Wherever "中正路中正巷" occurs in the entries, copy the line that holds it.

___ Supplied data ___

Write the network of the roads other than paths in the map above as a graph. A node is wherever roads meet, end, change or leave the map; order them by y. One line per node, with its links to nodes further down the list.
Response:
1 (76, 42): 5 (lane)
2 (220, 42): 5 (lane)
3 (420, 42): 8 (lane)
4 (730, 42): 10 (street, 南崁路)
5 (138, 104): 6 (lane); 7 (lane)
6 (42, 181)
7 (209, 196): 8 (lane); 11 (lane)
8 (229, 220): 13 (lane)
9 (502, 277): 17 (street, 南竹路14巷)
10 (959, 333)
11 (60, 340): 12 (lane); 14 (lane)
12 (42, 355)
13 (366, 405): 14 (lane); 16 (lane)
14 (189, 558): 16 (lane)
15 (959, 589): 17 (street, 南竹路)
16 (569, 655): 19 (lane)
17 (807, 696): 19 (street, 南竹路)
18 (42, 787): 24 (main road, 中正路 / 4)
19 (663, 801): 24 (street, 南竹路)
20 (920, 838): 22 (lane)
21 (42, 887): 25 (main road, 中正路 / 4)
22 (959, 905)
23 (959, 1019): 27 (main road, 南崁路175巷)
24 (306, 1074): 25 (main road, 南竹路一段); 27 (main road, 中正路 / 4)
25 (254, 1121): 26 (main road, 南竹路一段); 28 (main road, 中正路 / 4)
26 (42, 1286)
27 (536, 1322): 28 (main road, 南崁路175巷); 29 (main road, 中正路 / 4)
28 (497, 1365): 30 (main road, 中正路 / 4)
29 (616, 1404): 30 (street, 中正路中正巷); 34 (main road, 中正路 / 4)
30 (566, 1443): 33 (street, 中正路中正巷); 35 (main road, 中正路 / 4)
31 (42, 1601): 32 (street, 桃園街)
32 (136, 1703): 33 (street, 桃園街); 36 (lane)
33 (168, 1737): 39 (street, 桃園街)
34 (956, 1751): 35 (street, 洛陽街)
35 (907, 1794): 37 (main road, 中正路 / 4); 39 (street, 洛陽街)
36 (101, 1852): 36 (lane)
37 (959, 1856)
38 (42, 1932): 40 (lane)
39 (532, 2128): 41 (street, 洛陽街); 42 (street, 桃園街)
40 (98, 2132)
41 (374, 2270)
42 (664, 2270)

___

» Solution for this problem:
29 (616, 1404): 30 (street, 中正路中正巷); 34 (main road, 中正路 / 4)
30 (566, 1443): 33 (street, 中正路中正巷); 35 (main road, 中正路 / 4)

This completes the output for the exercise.